1. The judicial committee inserts a  “subjective filter” between the judges who try cases and the judicial committee that decides the case, “making it difficult to guarantee the objectivity and accuracy of the results of the judgment.”

2.Judicial committees decide cases in conference, which involves a wide range and large number of cases. Although the 2010 regulations require the judges that heard the case to prepare a written report, Judge Wang notes that judicial committee members have neither the opportunity nor the time and energy to learn more about the specific circumstances of each case.  The committee has a large number of members (court president, vice presidents,division heads and some specialist committee members, and the local procurator), which means each case receives limited discussion time and and the views of defense counsel are not properly considered.

3. The members of the judicial committee include heads of the criminal, civil, and administrative divisions of a court, but with the greater complexity of Chinese legislation and the cases coming before the courts, and the fact that each member of the committee receives one vote, it is difficult to ensure that the resulting decision will be fair and appropriate.

Judicial committee reform

The solutions that she suggests are in line with (and more pointed than) those suggested by  President Zhou Qiang, whose remarks need to be appropriate for the wide range of Chinese courts.

1. Judicial committees should provide a macro-level guidance to judges. Given the increase in a broad range of litigation, judicial committees should use their authority to select typical cases, summarize best practices, and issue normative documents.

2. Judicial committees should reduce the number of actual cases that they decide.  Judge Wang suggests (as have others), that the standard under which cases are submitted to the judicial committee are too vague, and more specific guidance should be drafted. Cases in which evidence is disputed should not be submitted to a judicial committee.

3. Judge Wang recommends that criminal cases that judicial committees discuss should be limited to ones in which the evidence is clear, and most cases should be decided by the panel that has heard the case.

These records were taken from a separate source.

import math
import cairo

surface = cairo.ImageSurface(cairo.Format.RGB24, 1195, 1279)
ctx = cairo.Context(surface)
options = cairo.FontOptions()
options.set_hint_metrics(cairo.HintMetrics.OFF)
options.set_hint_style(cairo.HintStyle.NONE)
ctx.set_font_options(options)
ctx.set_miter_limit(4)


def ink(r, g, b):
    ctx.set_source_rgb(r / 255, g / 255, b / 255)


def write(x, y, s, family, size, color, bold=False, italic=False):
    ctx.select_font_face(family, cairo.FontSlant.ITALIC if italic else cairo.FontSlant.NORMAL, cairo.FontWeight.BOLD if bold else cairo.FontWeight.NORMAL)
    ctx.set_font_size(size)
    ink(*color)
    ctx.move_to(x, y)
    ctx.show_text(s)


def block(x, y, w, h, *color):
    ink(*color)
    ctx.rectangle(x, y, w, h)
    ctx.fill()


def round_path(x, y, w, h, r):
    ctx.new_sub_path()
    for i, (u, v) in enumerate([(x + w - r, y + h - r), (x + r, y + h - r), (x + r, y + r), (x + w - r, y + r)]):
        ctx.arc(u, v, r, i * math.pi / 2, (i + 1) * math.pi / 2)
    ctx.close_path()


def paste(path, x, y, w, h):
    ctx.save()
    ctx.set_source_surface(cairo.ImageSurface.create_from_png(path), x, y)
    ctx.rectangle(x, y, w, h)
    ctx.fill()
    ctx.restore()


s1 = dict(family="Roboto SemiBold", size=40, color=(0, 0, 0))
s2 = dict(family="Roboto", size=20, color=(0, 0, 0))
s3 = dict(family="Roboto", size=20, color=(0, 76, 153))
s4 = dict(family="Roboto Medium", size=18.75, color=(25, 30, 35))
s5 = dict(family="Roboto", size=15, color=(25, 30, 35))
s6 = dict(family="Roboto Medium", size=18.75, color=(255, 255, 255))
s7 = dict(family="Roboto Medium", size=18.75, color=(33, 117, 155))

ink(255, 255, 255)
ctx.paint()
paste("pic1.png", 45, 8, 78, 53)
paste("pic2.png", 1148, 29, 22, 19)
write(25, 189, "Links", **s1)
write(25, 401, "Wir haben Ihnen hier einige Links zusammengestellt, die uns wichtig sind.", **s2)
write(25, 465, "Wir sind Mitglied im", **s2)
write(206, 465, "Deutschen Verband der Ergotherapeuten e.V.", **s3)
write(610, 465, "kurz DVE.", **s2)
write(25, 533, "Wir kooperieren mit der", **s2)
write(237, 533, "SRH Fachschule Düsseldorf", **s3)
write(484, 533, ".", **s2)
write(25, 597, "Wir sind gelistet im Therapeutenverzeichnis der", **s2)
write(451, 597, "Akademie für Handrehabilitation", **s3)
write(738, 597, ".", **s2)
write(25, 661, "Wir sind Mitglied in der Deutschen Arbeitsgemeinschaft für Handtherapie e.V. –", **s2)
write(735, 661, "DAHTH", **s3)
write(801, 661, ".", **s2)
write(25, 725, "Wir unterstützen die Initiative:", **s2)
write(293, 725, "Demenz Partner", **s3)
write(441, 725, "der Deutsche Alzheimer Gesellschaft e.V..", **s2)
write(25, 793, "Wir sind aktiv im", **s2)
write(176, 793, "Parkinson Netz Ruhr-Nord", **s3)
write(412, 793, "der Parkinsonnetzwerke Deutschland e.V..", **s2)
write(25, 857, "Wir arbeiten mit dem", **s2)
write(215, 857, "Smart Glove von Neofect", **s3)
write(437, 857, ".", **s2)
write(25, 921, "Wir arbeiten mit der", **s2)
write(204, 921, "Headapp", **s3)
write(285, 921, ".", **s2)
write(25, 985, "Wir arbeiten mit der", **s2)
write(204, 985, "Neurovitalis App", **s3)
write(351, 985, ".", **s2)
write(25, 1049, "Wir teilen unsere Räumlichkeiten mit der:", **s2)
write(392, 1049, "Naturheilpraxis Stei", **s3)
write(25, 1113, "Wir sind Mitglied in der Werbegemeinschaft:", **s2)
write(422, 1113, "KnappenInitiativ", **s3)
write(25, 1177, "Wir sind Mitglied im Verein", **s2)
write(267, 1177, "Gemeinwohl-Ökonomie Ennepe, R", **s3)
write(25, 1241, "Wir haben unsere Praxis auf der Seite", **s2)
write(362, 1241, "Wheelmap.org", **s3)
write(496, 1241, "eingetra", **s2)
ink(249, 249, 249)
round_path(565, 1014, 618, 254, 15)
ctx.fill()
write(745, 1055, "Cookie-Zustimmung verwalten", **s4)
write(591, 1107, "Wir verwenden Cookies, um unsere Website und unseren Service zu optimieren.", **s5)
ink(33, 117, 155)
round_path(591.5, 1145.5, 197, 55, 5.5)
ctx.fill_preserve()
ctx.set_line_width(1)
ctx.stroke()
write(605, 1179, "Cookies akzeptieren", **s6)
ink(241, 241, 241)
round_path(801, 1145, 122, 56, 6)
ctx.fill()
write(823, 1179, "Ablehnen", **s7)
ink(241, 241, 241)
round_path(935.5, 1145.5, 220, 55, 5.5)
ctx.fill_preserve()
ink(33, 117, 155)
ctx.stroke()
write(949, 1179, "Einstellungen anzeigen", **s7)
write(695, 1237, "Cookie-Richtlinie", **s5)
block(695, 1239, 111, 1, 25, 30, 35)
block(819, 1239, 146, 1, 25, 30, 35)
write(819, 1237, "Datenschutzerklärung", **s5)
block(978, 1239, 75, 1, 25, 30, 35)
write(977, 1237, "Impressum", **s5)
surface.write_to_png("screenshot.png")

In death penalty cases, a vote of 2/3 of judicial committee members should be required (rather than a simple majority), because this is more consistent with national death penalty policy.

4. The members of the judicial committee should be selected for their professional competence rather than their administrative rank.

5. Judge Wang suggests the decision making process should be changed, so that members are required to state their view and rationale before voting.

6.  Judge Wang advocates that the procurator not be a member of the judicial committee.  In her view, this violates the principle of independence of the judiciary and interferes with justice.

President Zhou Qiang links judicial committee reforms to principles of judicial responsibility, suggesting that judicial committee meetings be recorded and judicial committee members assume responsibility for their decisions.

We can expect these judicial committee reforms to take firmer shape in the medium term.  While President Zhou Qiang mentioned that the Court will take the lead in implementing some of these judicial committee reforms, according to recent press reports, these will also be incorporated into some of the local pilot projects.